» Exercise details
Reproduce the entries in full, with no changes.

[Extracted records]
┌────────
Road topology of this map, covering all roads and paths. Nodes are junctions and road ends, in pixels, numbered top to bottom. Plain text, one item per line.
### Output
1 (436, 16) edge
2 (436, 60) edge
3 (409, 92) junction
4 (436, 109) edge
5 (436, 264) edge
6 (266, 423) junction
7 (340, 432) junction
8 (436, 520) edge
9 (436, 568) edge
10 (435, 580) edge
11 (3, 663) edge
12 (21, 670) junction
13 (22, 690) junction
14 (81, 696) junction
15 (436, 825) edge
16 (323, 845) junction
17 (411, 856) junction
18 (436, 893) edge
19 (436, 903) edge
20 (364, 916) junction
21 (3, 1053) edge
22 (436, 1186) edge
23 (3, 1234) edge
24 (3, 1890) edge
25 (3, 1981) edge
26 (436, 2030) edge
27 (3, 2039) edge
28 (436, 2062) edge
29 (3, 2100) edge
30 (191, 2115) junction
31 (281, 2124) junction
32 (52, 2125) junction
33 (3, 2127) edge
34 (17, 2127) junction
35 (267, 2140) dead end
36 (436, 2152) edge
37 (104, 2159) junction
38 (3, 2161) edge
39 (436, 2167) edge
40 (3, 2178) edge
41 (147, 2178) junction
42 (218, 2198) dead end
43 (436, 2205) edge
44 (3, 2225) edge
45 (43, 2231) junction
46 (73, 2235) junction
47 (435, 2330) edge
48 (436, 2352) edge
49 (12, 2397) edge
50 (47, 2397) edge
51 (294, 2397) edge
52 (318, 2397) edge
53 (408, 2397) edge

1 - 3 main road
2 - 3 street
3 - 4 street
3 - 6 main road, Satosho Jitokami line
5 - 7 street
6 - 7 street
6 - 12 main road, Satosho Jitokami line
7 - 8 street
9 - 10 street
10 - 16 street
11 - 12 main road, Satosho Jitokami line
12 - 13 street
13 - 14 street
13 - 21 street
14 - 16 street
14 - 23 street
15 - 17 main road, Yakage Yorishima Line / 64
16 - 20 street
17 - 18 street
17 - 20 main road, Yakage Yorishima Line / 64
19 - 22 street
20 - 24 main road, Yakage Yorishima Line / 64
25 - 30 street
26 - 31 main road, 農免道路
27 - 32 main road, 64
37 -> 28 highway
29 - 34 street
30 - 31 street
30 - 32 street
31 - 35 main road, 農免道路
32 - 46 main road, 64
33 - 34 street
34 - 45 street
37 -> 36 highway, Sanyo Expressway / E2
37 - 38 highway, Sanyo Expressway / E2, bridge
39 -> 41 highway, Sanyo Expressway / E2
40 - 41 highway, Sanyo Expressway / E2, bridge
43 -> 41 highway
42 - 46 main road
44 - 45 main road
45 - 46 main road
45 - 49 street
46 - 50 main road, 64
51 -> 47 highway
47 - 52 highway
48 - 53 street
└────────
» Reply to the exercise
Road topology of this map, covering all roads and paths. Nodes are junctions and road ends, in pixels, numbered top to bottom. Plain text, one item per line.
### Output
1 (436, 16) edge
2 (436, 60) edge
3 (409, 92) junction
4 (436, 109) edge
5 (436, 264) edge
6 (266, 423) junction
7 (340, 432) junction
8 (436, 520) edge
9 (436, 568) edge
10 (435, 580) edge
11 (3, 663) edge
12 (21, 670) junction
13 (22, 690) junction
14 (81, 696) junction
15 (436, 825) edge
16 (323, 845) junction
17 (411, 856) junction
18 (436, 893) edge
19 (436, 903) edge
20 (364, 916) junction
21 (3, 1053) edge
22 (436, 1186) edge
23 (3, 1234) edge
24 (3, 1890) edge
25 (3, 1981) edge
26 (436, 2030) edge
27 (3, 2039) edge
28 (436, 2062) edge
29 (3, 2100) edge
30 (191, 2115) junction
31 (281, 2124) junction
32 (52, 2125) junction
33 (3, 2127) edge
34 (17, 2127) junction
35 (267, 2140) dead end
36 (436, 2152) edge
37 (104, 2159) junction
38 (3, 2161) edge
39 (436, 2167) edge
40 (3, 2178) edge
41 (147, 2178) junction
42 (218, 2198) dead end
43 (436, 2205) edge
44 (3, 2225) edge
45 (43, 2231) junction
46 (73, 2235) junction
47 (435, 2330) edge
48 (436, 2352) edge
49 (12, 2397) edge
50 (47, 2397) edge
51 (294, 2397) edge
52 (318, 2397) edge
53 (408, 2397) edge

1 - 3 main road
2 - 3 street
3 - 4 street
3 - 6 main road, Satosho Jitokami line
5 - 7 street
6 - 7 street
6 - 12 main road, Satosho Jitokami line
7 - 8 street
9 - 10 street
10 - 16 street
11 - 12 main road, Satosho Jitokami line
12 - 13 street
13 - 14 street
13 - 21 street
14 - 16 street
14 - 23 street
15 - 17 main road, Yakage Yorishima Line / 64
16 - 20 street
17 - 18 street
17 - 20 main road, Yakage Yorishima Line / 64
19 - 22 street
20 - 24 main road, Yakage Yorishima Line / 64
25 - 30 street
26 - 31 main road, 農免道路
27 - 32 main road, 64
37 -> 28 highway
29 - 34 street
30 - 31 street
30 - 32 street
31 - 35 main road, 農免道路
32 - 46 main road, 64
33 - 34 street
34 - 45 street
37 -> 36 highway, Sanyo Expressway / E2
37 - 38 highway, Sanyo Expressway / E2, bridge
39 -> 41 highway, Sanyo Expressway / E2
40 - 41 highway, Sanyo Expressway / E2, bridge
43 -> 41 highway
42 - 46 main road
44 - 45 main road
45 - 46 main road
45 - 49 street
46 - 50 main road, 64
51 -> 47 highway
47 - 52 highway
48 - 53 street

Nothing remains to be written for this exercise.